UPDATED: 9/17/18 2:06 pm ET – adds copy of suit
The largest Porsche dealership in the U.S. has sued a former employee for allegedly defrauding customers of more than $2.5 million in deposits on special-order 911 GT3 and GT2 RS models that did not exist.
Copans Motors Inc., doing business as Champion Porsche in Pompano Beach, Fla., accuses Shiraaz Sookralli, the store’s former vice president of marketing and a salesman who had been with Champion Porsche for 10 years, of a scheme in which he took 24 deposits for rare vehicles over more than a year and allegedly siphoned customer deposits into a private bank account.
The store’s general manager said Sookralli stopped coming to work about a week before the dealership discovered the issue on Sept. 4. Law enforcement is investigating.
The lawsuit was filed Sept. 7 in Florida’s 17th Judicial Circuit Court in Broward County against Sookralli and his wife, Vilma K. Sookralli, of Plantation Acres, Fla.; Devika Budhram of Plantation, Fla.; and Champion Autosport.
The litigation was reported last week by The Drive.
Copans Motors, in the lawsuit, alleges Shiraaz Sookralli and Budhram created a fictitious entity named Champion Autosport with a likeness of the dealership’s name.
Shiraaz Sookralli presented potential buyers with fraudulent “buyer deposit agreements” and convinced them they were buying a Porsche from the dealership, the lawsuit alleged. But those agreements didn’t include manufacturer or allocation information about the vehicles, contained false and fraudulent seller information — therefore, Sookralli never ordered any vehicles, according to the lawsuit.
Tony Sciple, general manager of Champion Porsche, in a court filing said the dealership was in contact with Shiraaz Sookralli by email and identified 24 transactions “in his scheme to defraud the plaintiff and consumers.” Sciple said Sookralli admitted to receiving $2,560,198, according to the filing.
The dealership said in the lawsuit that it learned about the alleged scheme as customers contacted the dealership about the vehicles. Sciple in the filing said Sookralli advised consumers to wire money to Champion Autosport at Bank of America and also accepted credit card payments.
“Shiraaz and Devika appear to have complete control of the account,” according to lawsuit. “Although Shiraaz has communicated with the plaintiff via email and telephone, the plaintiff is currently unaware of his whereabouts.”
A judge on Sept. 11 ordered a freeze on the Bank of America account for Champion Autosport and to provide Copans Motors’ counsel with all transactions for the account from 2010 to present.

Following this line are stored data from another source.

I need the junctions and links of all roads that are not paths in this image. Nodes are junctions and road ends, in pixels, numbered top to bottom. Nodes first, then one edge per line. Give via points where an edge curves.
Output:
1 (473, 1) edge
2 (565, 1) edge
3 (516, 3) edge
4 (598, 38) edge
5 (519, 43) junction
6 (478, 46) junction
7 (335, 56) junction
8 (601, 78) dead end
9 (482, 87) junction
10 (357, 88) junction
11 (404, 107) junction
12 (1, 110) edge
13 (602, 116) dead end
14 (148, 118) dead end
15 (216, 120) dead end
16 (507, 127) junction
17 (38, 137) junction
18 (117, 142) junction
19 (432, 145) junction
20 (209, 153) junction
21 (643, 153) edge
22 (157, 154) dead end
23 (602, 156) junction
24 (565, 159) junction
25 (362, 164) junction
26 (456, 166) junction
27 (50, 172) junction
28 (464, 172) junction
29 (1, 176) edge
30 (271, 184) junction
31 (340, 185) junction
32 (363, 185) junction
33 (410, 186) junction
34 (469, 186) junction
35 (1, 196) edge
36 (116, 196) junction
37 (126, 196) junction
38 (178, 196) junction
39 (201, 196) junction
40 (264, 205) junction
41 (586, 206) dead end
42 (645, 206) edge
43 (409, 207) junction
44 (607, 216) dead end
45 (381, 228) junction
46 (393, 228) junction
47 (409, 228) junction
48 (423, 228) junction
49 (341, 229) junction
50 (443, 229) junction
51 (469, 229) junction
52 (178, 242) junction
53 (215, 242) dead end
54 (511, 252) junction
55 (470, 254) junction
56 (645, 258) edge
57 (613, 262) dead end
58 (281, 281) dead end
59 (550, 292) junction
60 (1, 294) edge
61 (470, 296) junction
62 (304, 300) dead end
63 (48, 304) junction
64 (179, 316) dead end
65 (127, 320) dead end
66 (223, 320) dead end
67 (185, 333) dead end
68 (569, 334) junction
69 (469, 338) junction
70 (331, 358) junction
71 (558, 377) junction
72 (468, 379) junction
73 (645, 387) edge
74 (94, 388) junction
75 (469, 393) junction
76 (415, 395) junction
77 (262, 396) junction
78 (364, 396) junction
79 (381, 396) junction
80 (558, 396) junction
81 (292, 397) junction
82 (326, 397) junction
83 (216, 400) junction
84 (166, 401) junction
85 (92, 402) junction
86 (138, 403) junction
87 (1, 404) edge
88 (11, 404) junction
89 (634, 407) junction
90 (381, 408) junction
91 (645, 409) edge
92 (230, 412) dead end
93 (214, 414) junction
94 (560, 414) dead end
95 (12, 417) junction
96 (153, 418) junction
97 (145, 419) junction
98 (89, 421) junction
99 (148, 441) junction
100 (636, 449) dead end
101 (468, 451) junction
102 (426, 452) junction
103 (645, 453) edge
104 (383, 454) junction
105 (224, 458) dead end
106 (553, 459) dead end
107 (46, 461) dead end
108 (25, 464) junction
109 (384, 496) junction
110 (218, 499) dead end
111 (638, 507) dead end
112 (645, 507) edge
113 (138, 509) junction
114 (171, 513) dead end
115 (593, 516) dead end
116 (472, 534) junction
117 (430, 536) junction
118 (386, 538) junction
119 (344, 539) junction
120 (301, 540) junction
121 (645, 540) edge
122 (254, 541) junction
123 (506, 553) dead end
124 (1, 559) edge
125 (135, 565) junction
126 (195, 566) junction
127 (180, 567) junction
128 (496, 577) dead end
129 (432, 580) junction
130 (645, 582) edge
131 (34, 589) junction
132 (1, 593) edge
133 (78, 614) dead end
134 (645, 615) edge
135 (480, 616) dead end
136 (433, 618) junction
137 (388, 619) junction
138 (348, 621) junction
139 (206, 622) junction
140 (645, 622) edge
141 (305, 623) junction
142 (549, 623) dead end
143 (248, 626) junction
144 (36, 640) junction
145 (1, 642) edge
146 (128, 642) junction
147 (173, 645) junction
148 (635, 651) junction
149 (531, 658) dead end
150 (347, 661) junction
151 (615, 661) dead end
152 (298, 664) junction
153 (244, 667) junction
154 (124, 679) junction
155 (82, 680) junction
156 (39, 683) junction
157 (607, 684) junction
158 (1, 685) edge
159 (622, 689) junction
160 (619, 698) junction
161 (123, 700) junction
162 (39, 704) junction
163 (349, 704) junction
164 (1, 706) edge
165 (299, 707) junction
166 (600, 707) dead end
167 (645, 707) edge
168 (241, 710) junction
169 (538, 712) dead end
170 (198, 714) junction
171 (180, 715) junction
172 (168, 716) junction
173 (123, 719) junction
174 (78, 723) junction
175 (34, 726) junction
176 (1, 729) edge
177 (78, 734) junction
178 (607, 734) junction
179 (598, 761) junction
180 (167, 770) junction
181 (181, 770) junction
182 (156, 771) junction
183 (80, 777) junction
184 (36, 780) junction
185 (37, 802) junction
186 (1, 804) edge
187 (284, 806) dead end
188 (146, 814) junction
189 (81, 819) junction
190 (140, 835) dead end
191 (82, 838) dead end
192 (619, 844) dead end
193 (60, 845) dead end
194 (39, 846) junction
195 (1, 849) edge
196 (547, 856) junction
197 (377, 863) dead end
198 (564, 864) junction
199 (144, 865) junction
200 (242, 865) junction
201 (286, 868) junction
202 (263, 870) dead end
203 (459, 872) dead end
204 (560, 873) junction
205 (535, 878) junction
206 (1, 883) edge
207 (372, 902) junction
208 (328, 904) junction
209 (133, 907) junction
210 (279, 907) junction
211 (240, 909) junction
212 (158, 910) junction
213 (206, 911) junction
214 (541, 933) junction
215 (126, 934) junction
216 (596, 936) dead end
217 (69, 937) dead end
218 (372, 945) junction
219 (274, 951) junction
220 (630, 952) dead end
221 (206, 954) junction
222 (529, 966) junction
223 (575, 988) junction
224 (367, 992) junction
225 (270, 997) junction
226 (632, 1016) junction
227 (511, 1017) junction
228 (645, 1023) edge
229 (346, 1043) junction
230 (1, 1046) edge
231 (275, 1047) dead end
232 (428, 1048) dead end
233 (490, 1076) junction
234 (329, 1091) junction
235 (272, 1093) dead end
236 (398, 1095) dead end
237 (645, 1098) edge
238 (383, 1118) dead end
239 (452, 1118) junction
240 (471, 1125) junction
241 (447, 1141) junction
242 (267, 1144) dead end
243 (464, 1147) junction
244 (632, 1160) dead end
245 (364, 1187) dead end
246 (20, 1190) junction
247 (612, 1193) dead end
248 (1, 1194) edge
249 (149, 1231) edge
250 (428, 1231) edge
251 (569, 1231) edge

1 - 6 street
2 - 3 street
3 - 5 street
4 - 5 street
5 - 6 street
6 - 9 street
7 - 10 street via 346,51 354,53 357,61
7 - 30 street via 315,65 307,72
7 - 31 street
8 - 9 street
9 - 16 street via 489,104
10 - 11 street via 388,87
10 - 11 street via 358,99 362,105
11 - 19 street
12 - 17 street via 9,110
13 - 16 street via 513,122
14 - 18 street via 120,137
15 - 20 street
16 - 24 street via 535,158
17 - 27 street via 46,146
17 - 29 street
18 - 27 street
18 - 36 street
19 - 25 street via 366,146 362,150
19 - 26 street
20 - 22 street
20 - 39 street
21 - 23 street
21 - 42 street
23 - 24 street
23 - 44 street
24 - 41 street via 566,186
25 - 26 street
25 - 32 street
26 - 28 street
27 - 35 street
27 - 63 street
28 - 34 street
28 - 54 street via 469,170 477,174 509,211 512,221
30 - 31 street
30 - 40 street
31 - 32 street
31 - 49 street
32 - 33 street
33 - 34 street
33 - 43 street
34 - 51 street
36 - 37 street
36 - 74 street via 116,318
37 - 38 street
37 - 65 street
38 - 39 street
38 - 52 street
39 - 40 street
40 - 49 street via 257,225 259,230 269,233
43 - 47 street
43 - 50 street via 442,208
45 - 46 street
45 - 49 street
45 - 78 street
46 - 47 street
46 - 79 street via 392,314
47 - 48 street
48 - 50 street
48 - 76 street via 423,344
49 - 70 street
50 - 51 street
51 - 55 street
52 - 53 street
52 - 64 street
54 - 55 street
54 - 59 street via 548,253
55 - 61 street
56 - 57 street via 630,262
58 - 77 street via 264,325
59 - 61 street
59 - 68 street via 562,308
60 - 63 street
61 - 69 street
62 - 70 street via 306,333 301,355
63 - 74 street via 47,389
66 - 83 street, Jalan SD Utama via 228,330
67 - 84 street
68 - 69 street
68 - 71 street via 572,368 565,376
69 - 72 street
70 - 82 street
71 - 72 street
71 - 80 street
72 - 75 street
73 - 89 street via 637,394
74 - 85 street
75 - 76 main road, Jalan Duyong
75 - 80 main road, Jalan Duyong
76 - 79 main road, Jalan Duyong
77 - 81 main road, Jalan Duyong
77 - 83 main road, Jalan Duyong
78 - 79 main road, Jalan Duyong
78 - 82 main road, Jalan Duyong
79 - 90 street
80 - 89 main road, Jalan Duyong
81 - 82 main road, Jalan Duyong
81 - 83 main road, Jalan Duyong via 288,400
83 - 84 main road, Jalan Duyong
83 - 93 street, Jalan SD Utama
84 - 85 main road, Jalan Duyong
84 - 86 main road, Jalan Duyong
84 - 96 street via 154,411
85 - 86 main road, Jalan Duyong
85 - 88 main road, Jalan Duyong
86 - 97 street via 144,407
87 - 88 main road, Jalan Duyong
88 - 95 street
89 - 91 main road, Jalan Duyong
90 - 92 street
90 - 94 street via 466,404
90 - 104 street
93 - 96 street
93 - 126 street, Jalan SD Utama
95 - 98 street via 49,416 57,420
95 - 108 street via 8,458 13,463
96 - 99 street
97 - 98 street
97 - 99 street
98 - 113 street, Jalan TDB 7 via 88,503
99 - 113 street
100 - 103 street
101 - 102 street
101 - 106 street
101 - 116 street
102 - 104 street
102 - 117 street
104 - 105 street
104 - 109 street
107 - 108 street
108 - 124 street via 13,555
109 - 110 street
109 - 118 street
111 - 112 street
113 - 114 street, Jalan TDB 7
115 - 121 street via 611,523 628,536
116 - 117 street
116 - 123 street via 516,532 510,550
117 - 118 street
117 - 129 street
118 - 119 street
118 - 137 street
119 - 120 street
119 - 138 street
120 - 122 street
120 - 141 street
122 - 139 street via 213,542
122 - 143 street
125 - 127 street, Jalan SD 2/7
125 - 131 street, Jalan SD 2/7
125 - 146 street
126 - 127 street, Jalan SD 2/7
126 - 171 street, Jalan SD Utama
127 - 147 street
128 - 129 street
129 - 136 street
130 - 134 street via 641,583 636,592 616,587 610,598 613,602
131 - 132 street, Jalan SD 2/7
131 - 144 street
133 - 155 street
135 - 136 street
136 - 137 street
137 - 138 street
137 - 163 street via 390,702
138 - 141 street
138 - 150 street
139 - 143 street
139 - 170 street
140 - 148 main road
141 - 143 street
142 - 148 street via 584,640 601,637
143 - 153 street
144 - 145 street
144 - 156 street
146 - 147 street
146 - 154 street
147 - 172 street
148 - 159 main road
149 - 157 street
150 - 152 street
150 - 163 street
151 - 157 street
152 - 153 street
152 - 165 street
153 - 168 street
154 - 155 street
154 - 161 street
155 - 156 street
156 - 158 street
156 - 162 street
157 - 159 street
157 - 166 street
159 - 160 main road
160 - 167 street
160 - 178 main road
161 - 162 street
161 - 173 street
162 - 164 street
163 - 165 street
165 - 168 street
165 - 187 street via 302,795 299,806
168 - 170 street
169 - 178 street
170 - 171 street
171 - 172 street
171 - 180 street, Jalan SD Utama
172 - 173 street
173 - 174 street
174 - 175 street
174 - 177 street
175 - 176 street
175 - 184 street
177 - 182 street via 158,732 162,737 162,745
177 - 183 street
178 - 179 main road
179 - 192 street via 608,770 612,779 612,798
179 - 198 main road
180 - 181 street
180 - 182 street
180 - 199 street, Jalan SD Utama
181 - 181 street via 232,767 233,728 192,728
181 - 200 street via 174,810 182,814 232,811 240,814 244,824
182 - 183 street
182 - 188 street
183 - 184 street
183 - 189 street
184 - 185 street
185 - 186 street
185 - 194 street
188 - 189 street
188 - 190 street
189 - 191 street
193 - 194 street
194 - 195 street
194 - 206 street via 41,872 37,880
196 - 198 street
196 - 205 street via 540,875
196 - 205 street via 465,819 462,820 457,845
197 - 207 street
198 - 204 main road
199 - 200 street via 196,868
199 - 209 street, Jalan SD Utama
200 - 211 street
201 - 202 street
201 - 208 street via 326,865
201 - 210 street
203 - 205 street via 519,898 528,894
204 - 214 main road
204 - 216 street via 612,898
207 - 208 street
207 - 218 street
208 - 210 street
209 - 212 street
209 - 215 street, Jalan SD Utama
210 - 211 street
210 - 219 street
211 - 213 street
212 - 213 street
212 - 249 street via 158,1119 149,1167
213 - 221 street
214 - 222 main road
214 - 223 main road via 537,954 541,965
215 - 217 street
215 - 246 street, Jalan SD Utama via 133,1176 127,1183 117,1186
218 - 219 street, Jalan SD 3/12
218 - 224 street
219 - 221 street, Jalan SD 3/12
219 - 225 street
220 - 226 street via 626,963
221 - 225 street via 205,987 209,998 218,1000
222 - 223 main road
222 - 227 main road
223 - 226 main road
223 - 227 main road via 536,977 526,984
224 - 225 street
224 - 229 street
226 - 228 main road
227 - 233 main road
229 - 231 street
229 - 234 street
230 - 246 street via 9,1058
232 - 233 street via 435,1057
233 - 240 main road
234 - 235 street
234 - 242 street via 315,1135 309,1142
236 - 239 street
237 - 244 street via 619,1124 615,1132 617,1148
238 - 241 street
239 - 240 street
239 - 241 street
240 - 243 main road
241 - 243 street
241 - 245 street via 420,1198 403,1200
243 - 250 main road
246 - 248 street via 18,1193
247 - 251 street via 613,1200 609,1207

“We have been diligently investigating and dealing with the matter since. We had no records of the fraudulent deals and have been assembling documentation with the assistance of cooperative customers,” Champion Porsche said in a statement on its Facebook page. “A civil lawsuit has been filed against the former employee, together with others who appear to have been involved in the fraud. Law enforcement has been contacted and we are fully cooperating with their investigation.
“We understand, and share in the outrage that this issue has caused. We are working diligently to investigate and confirm which customers were impacted and fully intend to stand by our customers to assist them. It is our intention to insure that each customer impacted by this matter receives the amount delivered to the fictitious entity under a fraudulent order.”
Porsche in a statement said Champion Porsche made it aware of what it called an “unfortunate situation.”
“Champion Porsche has assured us it will help Porsche buyers who might have been impacted and is asking those customers to give their information to Champion’s legal counsel,” a Porsche Cars North America spokesman said in an email to Automotive News.
A hearing has been scheduled for Thursday. Copans Motors is seeking to have funds returned to consumers. The dealership believes the money transferred to the Bank of America account then went to personal accounts.
It is suing for a full accounting of funds, unjust enrichment, unfair competition, trademark infringement, fraud and to stop Champion Autosport from conducting any further business. Copans Motors says the alleged scheme has hurt its reputation and cost it customers and is seeking damages, plus lawyer fees and other costs.
Shiraaz Sookralli, who has 10 children, allegedly suffered from financial troubles related to child support payments and money judgments against him, according to the lawsuit. American Express had recently garnished Sookralli’s wages from Champion Porsche, the lawsuit says.